__Instructions for the task__: Across the entries, count the lines that include "Sokak" and report only that number.

__The records__:
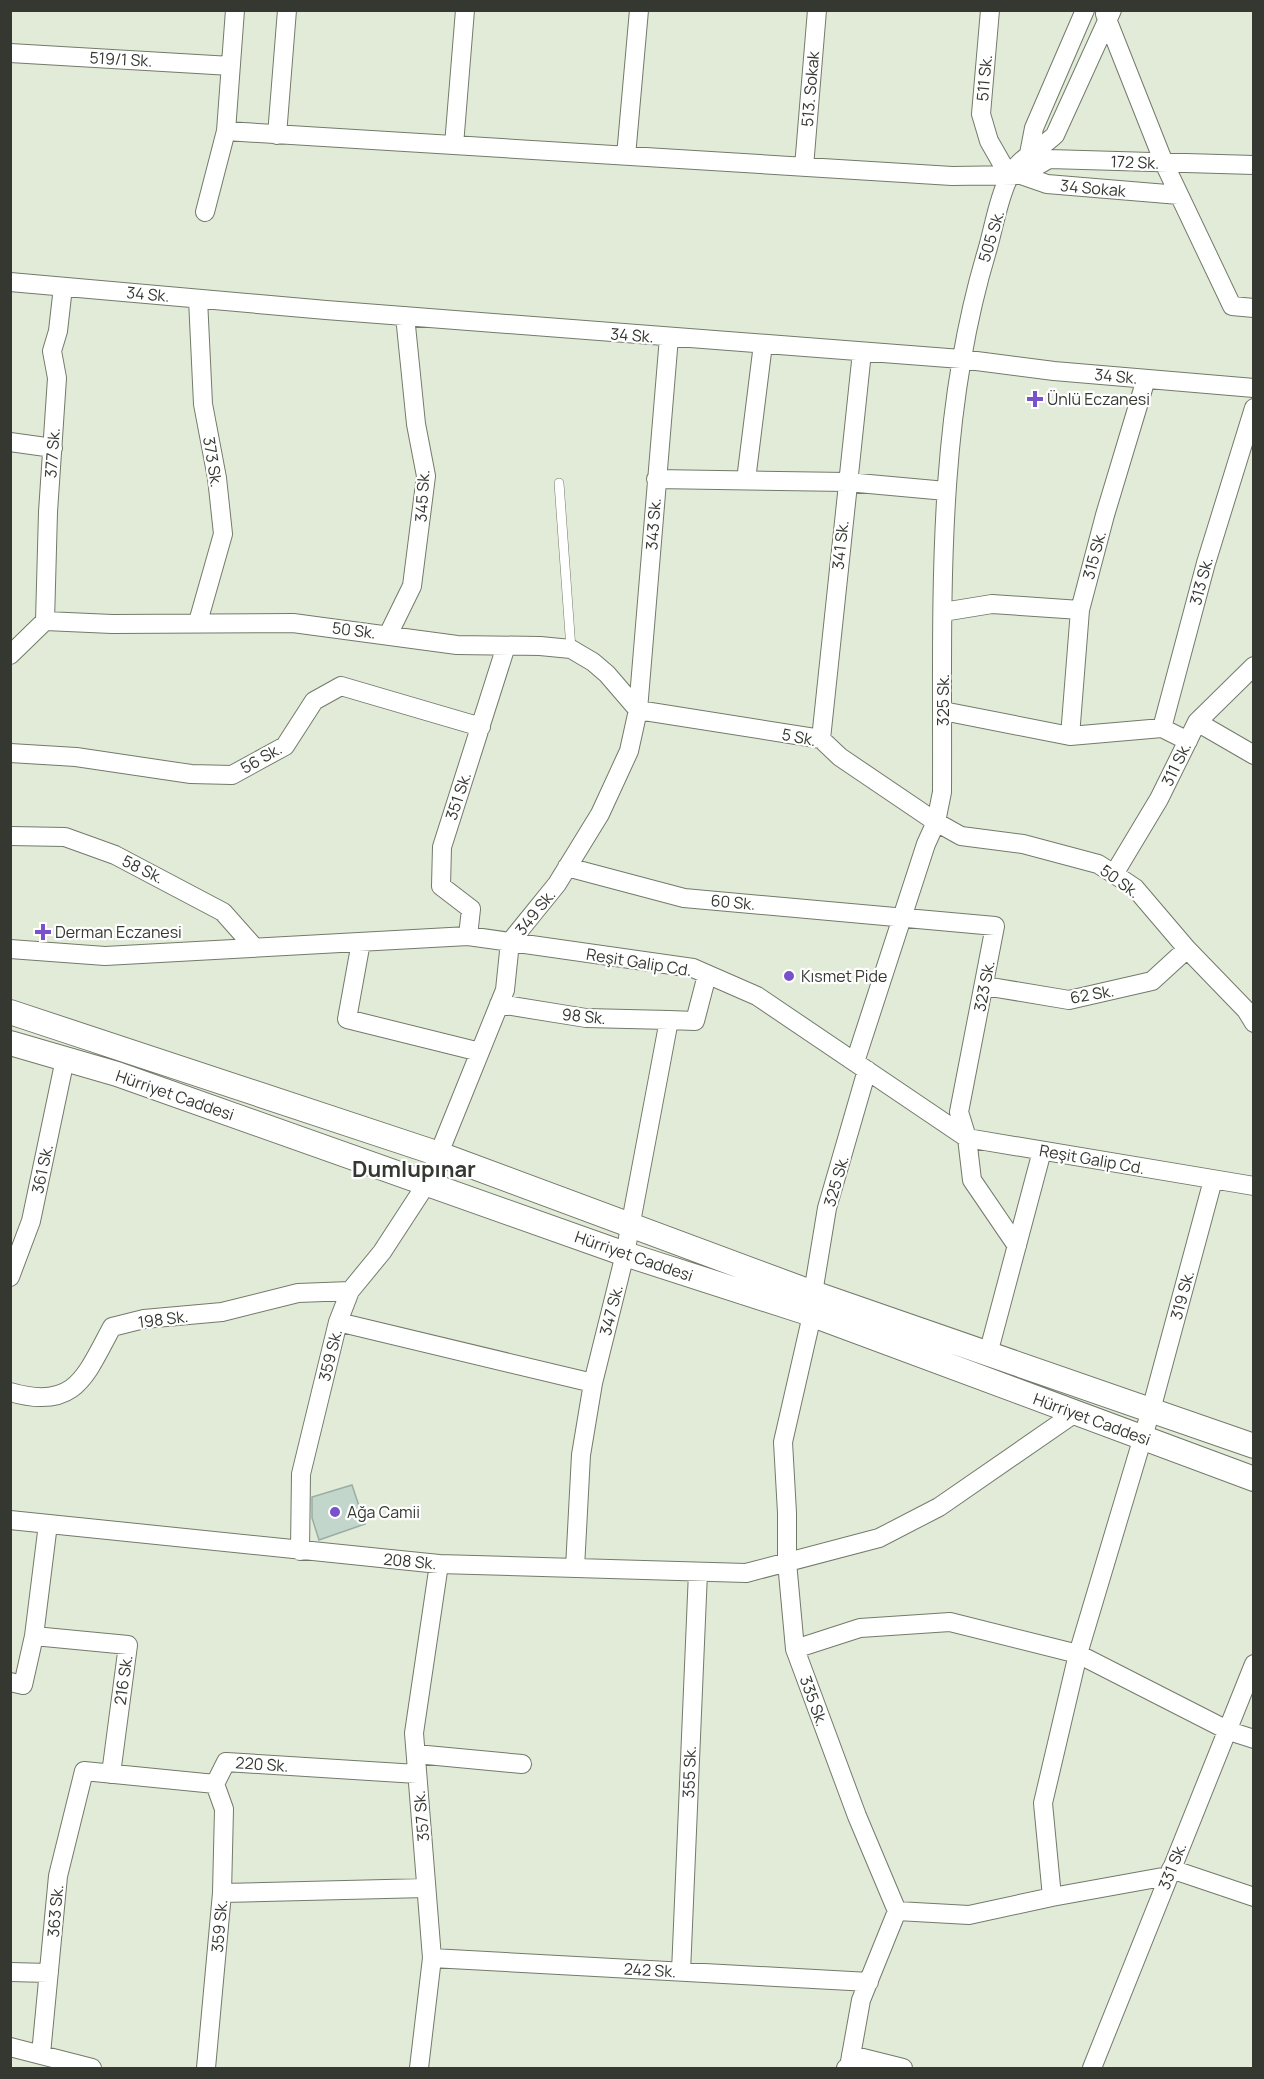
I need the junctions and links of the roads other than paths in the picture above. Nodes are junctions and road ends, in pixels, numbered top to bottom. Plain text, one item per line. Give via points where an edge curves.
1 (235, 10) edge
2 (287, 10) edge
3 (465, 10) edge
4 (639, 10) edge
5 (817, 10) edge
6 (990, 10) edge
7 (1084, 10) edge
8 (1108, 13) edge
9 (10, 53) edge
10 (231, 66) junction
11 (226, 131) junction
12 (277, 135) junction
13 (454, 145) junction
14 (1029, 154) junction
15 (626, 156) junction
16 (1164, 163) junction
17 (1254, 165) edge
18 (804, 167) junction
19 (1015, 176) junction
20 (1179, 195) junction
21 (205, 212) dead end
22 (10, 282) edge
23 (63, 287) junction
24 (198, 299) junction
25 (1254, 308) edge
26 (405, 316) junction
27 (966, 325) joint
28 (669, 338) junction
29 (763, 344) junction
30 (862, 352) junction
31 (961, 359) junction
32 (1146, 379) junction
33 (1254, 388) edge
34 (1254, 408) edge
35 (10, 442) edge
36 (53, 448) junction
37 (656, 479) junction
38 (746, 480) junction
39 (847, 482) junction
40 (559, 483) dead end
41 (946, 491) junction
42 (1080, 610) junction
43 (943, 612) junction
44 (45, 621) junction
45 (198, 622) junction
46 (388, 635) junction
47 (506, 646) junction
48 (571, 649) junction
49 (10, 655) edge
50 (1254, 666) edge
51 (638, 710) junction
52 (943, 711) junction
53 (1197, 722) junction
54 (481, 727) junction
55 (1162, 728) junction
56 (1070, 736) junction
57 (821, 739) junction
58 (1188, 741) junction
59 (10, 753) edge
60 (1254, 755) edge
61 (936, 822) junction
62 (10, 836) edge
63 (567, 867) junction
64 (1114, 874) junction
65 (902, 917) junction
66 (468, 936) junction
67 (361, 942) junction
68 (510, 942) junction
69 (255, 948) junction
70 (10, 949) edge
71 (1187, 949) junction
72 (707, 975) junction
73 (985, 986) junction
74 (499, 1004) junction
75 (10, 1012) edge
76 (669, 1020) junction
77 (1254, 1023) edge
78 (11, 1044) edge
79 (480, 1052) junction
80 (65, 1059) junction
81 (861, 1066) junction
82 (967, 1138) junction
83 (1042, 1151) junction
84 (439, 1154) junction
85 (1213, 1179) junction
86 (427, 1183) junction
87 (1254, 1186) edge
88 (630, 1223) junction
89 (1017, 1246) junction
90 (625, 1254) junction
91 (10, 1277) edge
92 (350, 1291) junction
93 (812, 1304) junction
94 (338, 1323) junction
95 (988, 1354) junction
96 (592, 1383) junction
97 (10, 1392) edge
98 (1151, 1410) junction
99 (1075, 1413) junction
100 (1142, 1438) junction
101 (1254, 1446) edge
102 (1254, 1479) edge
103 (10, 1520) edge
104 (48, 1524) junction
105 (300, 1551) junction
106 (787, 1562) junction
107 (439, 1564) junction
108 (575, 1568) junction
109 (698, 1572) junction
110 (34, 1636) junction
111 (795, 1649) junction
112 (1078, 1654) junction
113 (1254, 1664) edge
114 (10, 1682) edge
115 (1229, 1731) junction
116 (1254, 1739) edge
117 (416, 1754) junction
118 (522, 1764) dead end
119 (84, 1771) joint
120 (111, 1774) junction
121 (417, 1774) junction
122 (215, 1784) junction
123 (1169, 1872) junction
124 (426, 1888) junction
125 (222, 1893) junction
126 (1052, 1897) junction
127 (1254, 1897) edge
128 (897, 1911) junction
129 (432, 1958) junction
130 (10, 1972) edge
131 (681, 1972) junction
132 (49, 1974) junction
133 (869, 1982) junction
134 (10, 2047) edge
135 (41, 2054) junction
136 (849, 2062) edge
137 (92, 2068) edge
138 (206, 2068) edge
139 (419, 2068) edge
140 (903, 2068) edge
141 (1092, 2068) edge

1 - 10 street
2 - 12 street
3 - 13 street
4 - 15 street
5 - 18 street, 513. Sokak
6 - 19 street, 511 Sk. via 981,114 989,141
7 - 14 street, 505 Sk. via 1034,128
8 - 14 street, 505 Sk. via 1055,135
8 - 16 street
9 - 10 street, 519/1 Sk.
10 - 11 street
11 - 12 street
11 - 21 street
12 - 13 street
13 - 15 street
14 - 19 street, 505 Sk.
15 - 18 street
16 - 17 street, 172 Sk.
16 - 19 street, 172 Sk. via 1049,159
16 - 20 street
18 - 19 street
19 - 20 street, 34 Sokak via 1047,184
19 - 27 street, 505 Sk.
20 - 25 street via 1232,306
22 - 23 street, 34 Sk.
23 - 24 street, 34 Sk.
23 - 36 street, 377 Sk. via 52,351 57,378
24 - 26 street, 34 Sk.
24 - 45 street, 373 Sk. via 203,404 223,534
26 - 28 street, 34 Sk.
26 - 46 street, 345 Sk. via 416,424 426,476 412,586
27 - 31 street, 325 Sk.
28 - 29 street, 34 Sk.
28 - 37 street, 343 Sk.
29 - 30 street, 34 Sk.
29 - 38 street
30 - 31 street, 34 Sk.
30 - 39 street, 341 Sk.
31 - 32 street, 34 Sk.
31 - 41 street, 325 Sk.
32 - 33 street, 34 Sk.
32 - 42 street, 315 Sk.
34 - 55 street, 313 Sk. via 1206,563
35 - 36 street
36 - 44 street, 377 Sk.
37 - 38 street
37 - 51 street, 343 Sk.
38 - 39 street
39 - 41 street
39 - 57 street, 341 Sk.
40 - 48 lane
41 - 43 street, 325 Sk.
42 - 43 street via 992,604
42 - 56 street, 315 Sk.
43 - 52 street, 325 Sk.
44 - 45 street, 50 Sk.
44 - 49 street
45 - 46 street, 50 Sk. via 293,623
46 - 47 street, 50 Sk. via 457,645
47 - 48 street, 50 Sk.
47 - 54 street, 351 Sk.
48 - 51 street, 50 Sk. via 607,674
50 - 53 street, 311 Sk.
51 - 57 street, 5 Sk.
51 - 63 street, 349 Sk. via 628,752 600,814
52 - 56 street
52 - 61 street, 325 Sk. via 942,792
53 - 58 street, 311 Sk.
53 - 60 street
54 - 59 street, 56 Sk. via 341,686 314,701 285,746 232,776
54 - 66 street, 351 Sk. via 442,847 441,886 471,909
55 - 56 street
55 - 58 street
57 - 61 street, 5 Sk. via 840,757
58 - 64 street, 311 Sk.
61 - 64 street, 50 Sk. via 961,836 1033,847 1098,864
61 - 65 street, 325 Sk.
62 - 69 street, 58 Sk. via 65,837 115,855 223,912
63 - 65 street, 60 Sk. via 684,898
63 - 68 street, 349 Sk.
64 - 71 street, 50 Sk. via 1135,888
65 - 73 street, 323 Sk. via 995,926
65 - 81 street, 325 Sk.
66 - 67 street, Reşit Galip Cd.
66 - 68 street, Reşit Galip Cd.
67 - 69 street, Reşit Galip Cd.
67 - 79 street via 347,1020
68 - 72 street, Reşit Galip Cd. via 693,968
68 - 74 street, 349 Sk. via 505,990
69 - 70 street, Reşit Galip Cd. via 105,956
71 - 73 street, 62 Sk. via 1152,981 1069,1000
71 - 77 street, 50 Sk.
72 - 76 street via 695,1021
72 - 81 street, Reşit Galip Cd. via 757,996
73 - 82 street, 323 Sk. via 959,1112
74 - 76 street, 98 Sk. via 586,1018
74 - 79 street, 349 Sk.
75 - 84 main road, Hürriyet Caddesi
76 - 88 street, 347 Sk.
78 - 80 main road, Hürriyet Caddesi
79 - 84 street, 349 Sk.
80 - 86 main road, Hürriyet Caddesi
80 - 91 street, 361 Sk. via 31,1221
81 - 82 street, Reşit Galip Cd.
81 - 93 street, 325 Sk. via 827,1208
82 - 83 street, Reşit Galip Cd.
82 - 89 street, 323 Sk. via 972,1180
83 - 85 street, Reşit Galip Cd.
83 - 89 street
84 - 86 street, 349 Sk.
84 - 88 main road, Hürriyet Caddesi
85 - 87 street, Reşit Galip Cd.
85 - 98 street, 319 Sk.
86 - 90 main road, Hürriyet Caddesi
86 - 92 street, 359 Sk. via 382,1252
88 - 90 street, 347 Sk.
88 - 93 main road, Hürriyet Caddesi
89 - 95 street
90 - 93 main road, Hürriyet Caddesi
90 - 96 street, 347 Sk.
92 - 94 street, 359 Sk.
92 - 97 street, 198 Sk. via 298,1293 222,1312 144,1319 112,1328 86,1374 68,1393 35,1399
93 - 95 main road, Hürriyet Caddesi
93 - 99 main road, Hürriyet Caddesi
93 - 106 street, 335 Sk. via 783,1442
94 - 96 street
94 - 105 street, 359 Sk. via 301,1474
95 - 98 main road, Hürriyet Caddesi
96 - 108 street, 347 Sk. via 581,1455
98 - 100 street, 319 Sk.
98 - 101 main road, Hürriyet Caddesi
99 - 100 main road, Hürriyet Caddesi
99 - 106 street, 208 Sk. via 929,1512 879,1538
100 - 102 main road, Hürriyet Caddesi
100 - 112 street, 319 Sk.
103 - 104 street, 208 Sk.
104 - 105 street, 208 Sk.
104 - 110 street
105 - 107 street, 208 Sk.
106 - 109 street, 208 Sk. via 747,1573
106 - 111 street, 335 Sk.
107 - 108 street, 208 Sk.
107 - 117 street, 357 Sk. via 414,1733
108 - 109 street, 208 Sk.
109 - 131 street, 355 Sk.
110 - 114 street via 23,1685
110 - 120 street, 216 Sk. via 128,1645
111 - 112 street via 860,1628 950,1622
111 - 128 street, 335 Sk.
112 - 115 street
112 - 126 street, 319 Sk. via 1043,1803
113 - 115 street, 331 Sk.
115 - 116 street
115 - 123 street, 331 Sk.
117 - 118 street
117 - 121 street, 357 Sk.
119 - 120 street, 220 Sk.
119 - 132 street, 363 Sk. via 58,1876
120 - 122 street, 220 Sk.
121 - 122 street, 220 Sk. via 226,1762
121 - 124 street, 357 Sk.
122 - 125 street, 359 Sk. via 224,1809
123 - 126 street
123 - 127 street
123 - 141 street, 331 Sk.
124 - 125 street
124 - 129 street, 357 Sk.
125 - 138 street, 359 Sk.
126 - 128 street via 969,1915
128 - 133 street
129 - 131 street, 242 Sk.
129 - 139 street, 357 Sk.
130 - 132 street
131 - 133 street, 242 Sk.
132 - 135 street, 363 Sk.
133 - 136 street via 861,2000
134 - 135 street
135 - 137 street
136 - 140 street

__Task result__: 2